Constraints to smart city investments
Infrastructure forms the basis for growth. Take, for example, the controversial Chennai-Salem expressway project that’s estimated to cost Rs. 10,000 crore. Though it is not a part of the smart city mission, ambitious projects such as these contribute towards the overall development of a city and its surrounding districts. The National Highways Authority of India (NHAI) has designated this project to be of national importance.
However, this particular project is also an example of the challenges that local, state and the union government face when it comes to weighing economic input with output and the non-financial costs of such an undertaking. Farm land would be needed and large areas of forests would be destroyed to make way for the project.
Space is, in fact, the biggest hurdle in sanctioning large-scale projects; land holdings by governments, which are more often than not distributed across multiple departments and agencies, are not easy to leverage as asset.
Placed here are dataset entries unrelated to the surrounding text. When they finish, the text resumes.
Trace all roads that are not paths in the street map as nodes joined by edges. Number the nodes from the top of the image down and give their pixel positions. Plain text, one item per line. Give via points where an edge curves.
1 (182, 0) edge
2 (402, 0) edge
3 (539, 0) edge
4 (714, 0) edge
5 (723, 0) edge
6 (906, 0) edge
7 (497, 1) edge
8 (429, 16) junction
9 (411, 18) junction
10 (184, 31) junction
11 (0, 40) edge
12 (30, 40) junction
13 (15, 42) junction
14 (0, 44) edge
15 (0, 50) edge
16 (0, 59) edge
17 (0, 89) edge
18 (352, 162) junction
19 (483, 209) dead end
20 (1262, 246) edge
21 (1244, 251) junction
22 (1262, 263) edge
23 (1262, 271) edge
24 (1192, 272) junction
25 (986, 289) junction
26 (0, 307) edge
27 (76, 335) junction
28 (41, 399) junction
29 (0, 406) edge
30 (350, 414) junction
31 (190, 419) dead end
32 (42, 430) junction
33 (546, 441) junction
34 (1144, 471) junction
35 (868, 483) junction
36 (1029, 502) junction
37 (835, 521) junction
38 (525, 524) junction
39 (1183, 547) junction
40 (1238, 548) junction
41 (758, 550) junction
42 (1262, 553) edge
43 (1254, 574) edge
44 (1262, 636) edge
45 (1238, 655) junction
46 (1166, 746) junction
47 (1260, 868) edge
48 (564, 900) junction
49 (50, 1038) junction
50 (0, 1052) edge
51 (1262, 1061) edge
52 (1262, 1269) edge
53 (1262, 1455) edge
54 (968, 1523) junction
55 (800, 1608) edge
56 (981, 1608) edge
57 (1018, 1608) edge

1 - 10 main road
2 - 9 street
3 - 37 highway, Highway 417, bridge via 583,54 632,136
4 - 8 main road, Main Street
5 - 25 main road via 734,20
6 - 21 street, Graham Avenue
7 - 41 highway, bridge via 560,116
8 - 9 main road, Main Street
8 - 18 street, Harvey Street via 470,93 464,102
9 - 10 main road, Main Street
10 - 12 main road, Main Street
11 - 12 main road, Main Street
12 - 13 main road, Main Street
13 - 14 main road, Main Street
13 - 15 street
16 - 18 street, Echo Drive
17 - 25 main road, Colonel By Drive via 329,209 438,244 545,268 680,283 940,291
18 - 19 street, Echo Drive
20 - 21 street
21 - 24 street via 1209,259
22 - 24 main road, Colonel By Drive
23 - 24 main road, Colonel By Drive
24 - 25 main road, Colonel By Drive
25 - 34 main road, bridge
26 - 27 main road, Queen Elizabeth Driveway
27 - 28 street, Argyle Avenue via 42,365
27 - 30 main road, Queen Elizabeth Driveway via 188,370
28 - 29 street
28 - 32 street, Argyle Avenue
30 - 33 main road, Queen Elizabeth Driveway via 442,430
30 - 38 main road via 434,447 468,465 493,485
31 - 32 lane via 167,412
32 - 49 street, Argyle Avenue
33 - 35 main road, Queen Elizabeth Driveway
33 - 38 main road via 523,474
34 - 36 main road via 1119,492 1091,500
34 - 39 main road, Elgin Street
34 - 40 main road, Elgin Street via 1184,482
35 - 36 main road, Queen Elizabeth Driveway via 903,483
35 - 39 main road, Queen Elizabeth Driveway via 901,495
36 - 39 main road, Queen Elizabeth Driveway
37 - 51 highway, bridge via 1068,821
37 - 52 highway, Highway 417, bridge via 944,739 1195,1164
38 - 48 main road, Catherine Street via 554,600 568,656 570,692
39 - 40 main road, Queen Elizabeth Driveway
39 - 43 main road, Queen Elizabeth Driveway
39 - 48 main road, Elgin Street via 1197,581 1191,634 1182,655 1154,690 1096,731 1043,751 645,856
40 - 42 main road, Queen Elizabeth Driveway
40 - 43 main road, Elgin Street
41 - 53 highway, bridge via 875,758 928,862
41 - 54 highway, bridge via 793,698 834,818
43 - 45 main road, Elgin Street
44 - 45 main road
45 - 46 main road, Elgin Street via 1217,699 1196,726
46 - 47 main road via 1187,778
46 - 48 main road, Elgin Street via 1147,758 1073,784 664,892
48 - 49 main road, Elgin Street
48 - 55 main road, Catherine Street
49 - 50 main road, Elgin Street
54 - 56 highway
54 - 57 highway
Take China as an example, as outlined by Arindam Guha, writing on financing smart cities:
“This has been one of the major differences viz. a viz. China, where all urban land is owned by the local/city Government. Consequently, land monetization was one of the main sources of financing for Chinese cities during the Special Economic Zone (SEZ) development phase of the eighties”.
Then there is the question of funds. A vast majority of infrastructure projects are funded by and through central and respective state governments. These are large projects and often need long term investments to implement, maintain and upgrade going forward.
Urban Researcher Aravind Unni, in a column for The Centre for Financial Accountability (CFA), writes on the underutilisation of funds in the smart city mission –
“Out of the 35 states/UTs, 26 states have utilised less than 20% of the funds released. Though the fund utilisation seems grim, around it is claimed that 33% of projects (perhaps smaller ones) are under implementation or completed”.
According to the Economic Survey of India – Volume II, the smart city mission projects are mainly funded through the central and state governments (45%) along with Public Private Partnerships (21%) and borrowings from groups such as the World Bank and the National Investment & Infrastructure Fund (NIIF).
However, recently, the smart city missions have come under scrutiny for not having sufficient funds. The Smart City Council of India (SSCI) stated that many of the cities they surveyed do not generate enough revenue to finance smart city projects.
Thus, various factors are at play when it comes to the ways on which urbanisation in general, and smart cities in particular, help a city grow economically and sustainably. While not all cities are the same in terms of geography or socio-economic make up, they are fundamentally a concentration of people, technology and infrastructure. Chennai faces some of the same challenges that other cities face—attracting businesses, spearheading job creation, etc. As it seeks to address these, it must remember that economic growth should be sustainable; otherwise results can be disastrous.